Jim Azevedo first met Smashwords founder Mark Coker in 1994 at Dovetail, where they worked to garner publicity for their high-tech clients.
When he got burned out, Azevedo joined a heavy metal band, playing drums in a chicken costume.
Being in a band thrust him into the indie scene. The band is still together 16 years later. But they’re not on a major label. They have to book and promote their own shows, record their own music.
Meanwhile, Mark Coker, who also burned out from the high-tech world, wrote a book with his wife, called Boob Tube. She was a reporter for a soap opera magazine who saw that the lives of actors were more interesting than the soap operas. And that might make for a good book.
She didn’t know how to write a book. Neither did her husband. They decided to do it together. They interviewed actors. Sent out 100 query letters. Got an agent who shopped the book around. After two years, no offers. Many of the publishers liked the book, but didn’t think it would sell. They didn’t think soap opera fans read books.
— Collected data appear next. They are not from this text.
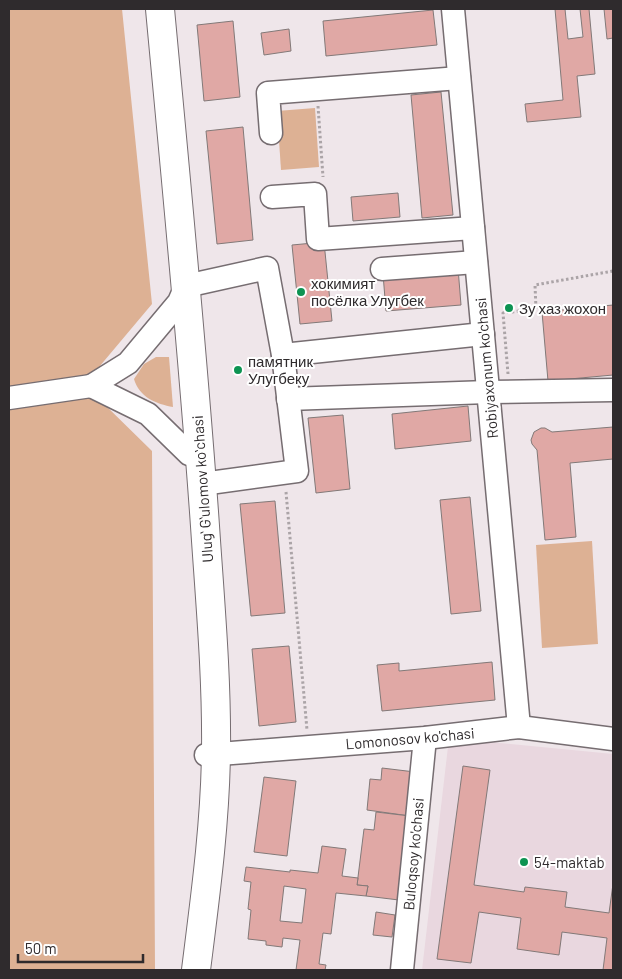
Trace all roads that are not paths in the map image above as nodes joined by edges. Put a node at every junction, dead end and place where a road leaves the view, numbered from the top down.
1 (150, 9) edge
2 (160, 9) edge
3 (453, 9) edge
4 (459, 78) junction
5 (271, 134) dead end
6 (272, 197) dead end
7 (473, 228) junction
8 (476, 262) junction
9 (382, 269) dead end
10 (182, 294) junction
11 (483, 334) junction
12 (283, 355) junction
13 (91, 386) junction
14 (613, 390) edge
15 (499, 392) junction
16 (9, 398) edge
17 (288, 399) junction
18 (197, 465) junction
19 (520, 727) junction
20 (424, 738) junction
21 (613, 739) edge
22 (211, 755) junction
23 (186, 970) edge
24 (196, 970) edge
25 (402, 970) edge

1 - 10 main road, Ulugʻ Gʻulomov koʻchasi
2 - 10 main road, Ulugʻ Gʻulomov koʻchasi
3 - 4 street, Robiyaxonum ko'chasi
4 - 5 street
4 - 7 street, Robiyaxonum ko'chasi
6 - 7 street
7 - 8 street, Robiyaxonum ko'chasi
8 - 9 street
8 - 11 street, Robiyaxonum ko'chasi
10 - 12 street
10 - 13 street
10 - 18 main road, Ulugʻ Gʻulomov koʻchasi
11 - 12 street
11 - 15 street, Robiyaxonum ko'chasi
12 - 17 street
13 - 16 street
13 - 18 street
14 - 15 street
15 - 17 street
15 - 19 street, Robiyaxonum ko'chasi
17 - 18 street
18 - 22 main road, Ulugʻ Gʻulomov koʻchasi
19 - 20 street, Lomonosov ko'chasi
19 - 21 street, Lomonosov ko'chasi
20 - 22 street, Lomonosov ko'chasi
20 - 25 street, Buloqsoy ko'chasi
22 - 23 main road, Ulugʻ Gʻulomov koʻchasi
22 - 24 main road, Ulugʻ Gʻulomov koʻchasi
Coker wondered if the publishing industry model was broken. If our book is as good as we believe it is, he thought, there must be lots of authors like us, who have given up.
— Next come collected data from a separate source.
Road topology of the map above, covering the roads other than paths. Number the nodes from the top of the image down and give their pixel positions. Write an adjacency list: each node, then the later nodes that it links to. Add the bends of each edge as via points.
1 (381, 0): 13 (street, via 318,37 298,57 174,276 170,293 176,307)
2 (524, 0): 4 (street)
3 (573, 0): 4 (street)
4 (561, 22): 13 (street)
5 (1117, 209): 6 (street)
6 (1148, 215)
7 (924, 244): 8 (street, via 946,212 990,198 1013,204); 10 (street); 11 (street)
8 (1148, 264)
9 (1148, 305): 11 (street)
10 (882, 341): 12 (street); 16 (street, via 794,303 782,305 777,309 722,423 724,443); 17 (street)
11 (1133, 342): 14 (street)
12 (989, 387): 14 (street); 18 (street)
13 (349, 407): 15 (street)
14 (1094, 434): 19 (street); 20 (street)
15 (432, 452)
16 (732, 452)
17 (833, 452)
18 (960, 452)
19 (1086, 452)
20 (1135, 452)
That’s how Jim Azevedo started his talk at the January 14 BAIPA meeting, with the origin story of the company he now serves as marketing director. Then he launched into the meat of this presentation, about how easy it is to publish your book on Smashwords.
You sign up for a free account. Upload a word file. Click publish. Your book gets converted to epub, mobi, and other ebook files types. That takes three to five minutes, and then the book is available. If there’s a formatting problem, Smashwords will tell you how to fix it.
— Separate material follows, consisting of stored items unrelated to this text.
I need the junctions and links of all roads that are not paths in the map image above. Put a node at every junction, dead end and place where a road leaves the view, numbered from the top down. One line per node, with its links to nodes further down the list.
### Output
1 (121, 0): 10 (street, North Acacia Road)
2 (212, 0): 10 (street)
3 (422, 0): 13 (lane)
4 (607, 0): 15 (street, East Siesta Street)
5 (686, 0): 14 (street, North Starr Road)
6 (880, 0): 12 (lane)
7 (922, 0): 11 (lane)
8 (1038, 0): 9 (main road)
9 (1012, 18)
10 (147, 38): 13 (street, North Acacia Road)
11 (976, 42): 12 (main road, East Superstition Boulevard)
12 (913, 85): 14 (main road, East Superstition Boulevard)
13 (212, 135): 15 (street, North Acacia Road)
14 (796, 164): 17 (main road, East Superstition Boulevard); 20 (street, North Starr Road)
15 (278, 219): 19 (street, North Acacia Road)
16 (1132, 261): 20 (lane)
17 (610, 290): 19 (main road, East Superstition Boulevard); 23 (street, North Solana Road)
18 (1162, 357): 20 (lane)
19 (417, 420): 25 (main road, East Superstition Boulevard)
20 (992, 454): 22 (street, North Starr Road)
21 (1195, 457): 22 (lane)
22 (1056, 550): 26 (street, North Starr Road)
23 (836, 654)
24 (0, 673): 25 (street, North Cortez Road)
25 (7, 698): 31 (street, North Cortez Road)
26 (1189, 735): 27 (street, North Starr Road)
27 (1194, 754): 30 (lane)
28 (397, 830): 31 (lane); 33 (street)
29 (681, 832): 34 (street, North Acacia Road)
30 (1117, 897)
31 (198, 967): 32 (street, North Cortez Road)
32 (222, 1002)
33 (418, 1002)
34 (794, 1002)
When your book starts to sell, you get 60 to 80 percent of the royalty. Smashwords primarily sells through its retail partners, like Barnes and Noble, Apple, and Kobo.
Azevedo went over the trends that have led to the rise of independent publishing.
First is the decline of brick-and-mortar bookstores. Customers want lower prices and convenience. They can find almost any book they want online.
Second is that readers are increasingly reading on screens, even on their phones. So the ebook has jumped from about 1 percent of the U.S. trade market in 2008 to more than 25 percent today. That’s in revenue, not units. Because ebooks are cheaper, there are now almost as many books read on screens as on paper.
What really made ebooks take off, Azevedo said, was that adjusting for font size made for easy reading, the ease of traveling with your reading material, as well as intangibles, like being able to cllck on words to look them up.
A third factor is the stigma that was associated with self-publishing has evaporated. Authors like Amanda Hocking and E.L. James (Fifty Shades of Grey) have helped make that happen. You can’t argue with success, Azevedo says.
Three more important factors. Ebooks never go out of print. You maintain total control over your books. (If you want to upload a new cover image and spark sales, you can. At no cost.) Expenses are low and you can set a low price to reach more readers.
But while it’s easier to publish your book, he warns, you still have to write an awesome book if you’re going to succeed. Which means editing, revising, editing again, engaging with beta readers, editing again, and so on.
One last thing. Smashwords provides, for free, two books to help you navigate the independent publishing process — Smashwords Style Guide and The Secret to Ebook Publishing Success.
Azevedo also presented a more specialized workshop in the afternoon sharing the best practices of the most successful self-published ebook authors.
Thanks, Jim, for an entertaining and educational presentation.